I'd like an exact copy of only the lines from the start of the listing below through the line that holds "height:10px; margin:-5px; padding:0". Please keep the pictures out.

[Start of Attachment]

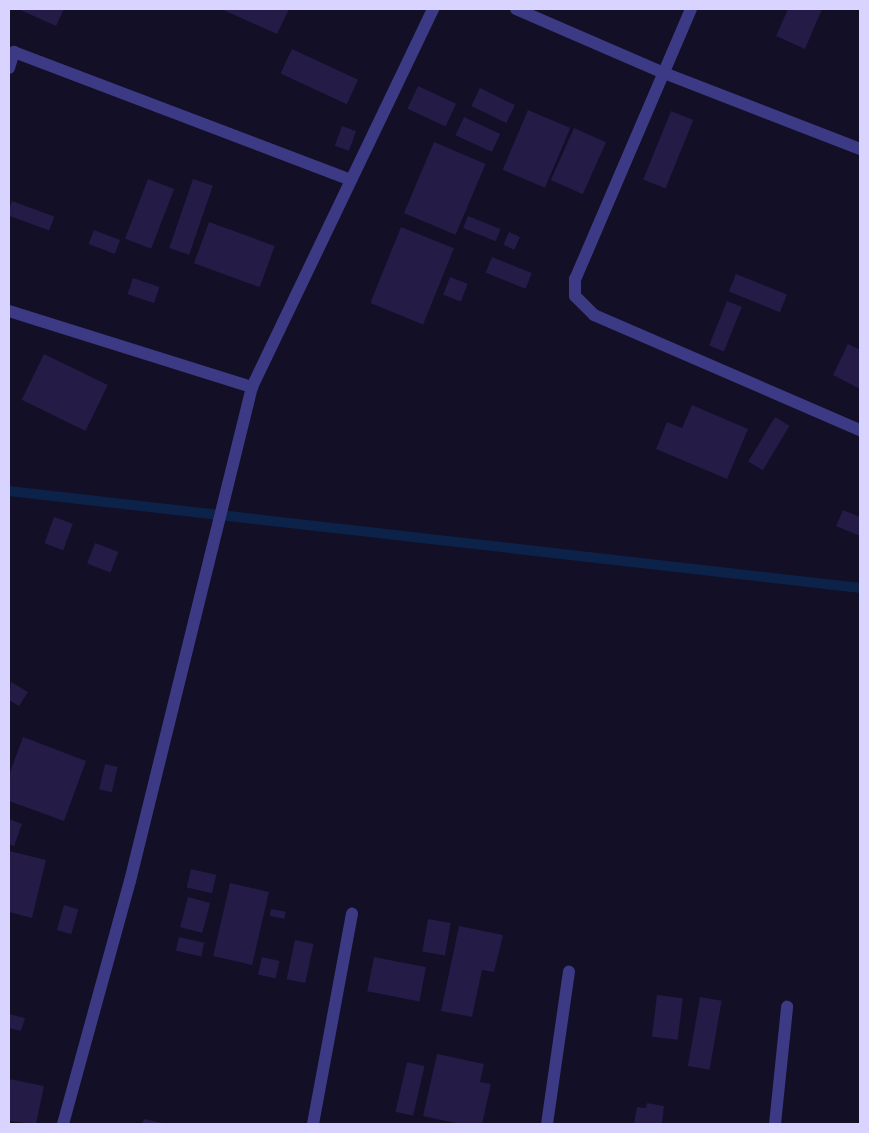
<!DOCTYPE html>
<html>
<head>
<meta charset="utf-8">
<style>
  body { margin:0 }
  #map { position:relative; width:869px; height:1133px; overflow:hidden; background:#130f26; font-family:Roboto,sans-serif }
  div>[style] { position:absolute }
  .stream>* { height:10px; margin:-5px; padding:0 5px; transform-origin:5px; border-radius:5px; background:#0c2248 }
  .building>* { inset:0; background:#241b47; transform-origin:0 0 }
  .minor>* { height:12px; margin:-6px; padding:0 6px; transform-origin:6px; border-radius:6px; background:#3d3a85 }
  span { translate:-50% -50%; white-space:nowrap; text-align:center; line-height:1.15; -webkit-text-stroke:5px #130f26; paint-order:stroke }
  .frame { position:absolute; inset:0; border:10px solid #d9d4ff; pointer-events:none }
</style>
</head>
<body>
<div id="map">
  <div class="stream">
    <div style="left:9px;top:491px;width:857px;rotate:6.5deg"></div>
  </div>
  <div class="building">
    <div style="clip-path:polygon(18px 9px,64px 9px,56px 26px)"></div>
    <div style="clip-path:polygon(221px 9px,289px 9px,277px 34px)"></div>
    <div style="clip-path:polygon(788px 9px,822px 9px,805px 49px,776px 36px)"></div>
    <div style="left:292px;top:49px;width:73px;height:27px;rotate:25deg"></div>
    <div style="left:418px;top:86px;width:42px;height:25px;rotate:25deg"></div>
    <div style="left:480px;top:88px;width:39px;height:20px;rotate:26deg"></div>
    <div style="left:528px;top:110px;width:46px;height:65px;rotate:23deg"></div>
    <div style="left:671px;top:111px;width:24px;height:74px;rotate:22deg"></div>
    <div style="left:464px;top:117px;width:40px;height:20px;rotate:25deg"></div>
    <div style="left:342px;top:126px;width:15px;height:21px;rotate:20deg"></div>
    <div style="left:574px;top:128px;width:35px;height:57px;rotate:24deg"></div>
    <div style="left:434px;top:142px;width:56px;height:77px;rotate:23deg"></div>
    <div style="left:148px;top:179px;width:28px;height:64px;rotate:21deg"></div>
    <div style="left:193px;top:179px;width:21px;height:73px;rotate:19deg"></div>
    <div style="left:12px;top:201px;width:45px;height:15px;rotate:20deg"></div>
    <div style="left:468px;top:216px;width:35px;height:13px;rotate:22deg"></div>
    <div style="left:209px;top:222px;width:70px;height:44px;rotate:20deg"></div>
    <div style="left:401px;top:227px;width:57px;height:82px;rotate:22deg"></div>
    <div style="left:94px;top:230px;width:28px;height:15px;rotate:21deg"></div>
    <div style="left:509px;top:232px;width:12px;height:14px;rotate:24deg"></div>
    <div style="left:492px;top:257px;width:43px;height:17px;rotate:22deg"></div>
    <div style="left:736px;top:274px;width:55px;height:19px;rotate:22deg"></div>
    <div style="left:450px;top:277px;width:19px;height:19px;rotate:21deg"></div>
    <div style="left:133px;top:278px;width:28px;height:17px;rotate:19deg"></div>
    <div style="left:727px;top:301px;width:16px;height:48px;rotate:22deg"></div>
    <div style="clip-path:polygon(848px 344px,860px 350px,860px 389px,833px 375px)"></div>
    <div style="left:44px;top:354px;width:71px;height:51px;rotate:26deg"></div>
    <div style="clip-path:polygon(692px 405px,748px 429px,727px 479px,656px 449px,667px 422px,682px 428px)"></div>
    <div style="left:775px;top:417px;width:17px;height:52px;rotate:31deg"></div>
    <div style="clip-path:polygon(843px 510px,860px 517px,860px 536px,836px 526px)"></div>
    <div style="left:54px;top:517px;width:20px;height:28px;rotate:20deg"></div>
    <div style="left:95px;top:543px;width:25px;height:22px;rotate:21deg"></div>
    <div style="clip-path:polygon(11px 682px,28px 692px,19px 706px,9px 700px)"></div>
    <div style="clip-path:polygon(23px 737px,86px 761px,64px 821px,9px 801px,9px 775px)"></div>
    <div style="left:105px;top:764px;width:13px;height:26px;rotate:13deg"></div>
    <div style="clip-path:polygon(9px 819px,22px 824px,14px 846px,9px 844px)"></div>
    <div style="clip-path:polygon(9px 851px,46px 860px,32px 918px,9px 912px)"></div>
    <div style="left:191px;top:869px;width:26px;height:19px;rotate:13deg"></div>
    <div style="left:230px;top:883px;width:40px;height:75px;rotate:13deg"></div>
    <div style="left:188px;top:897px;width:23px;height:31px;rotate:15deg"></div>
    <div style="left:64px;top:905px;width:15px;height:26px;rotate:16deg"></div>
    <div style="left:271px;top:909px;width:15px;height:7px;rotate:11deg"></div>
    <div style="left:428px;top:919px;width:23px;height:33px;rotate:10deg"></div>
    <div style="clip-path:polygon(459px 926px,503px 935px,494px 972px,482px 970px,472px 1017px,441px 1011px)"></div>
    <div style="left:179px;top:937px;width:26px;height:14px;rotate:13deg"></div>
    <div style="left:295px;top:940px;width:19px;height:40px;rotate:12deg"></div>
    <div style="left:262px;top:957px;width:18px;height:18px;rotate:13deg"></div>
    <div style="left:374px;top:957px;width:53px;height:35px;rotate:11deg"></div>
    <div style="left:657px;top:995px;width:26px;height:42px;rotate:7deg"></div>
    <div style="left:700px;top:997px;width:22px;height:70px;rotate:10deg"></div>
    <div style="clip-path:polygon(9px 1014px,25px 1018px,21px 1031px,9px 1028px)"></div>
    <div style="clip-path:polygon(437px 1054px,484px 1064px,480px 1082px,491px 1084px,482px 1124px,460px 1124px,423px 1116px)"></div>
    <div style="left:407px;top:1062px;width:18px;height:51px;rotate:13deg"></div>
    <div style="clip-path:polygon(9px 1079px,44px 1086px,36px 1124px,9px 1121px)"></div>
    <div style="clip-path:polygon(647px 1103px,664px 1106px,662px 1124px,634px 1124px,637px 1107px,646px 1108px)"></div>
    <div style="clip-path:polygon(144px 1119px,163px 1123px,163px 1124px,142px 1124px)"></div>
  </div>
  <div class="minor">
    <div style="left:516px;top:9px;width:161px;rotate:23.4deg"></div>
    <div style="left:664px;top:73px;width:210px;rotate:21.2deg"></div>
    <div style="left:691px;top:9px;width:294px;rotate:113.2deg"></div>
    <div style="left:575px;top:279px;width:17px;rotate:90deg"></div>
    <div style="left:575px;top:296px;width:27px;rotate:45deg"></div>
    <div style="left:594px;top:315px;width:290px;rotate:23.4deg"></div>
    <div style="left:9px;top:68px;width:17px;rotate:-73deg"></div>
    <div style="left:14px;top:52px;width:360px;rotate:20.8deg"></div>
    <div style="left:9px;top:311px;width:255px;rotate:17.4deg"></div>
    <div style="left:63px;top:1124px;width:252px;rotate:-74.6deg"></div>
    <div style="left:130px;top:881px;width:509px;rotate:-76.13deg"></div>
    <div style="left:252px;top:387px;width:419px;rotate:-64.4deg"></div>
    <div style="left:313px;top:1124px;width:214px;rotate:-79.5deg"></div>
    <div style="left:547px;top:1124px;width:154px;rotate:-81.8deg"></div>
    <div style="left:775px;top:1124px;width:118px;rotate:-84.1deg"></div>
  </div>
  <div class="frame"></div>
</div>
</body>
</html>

[End of Attachment]

Result for this exercise:
<!DOCTYPE html>
<html>
<head>
<meta charset="utf-8">
<style>
  body { margin:0 }
  #map { position:relative; width:869px; height:1133px; overflow:hidden; background:#130f26; font-family:Roboto,sans-serif }
  div>[style] { position:absolute }
  .stream>* { height:10px; margin:-5px; padding:0 5px; transform-origin:5px; border-radius:5px; background:#0c2248 }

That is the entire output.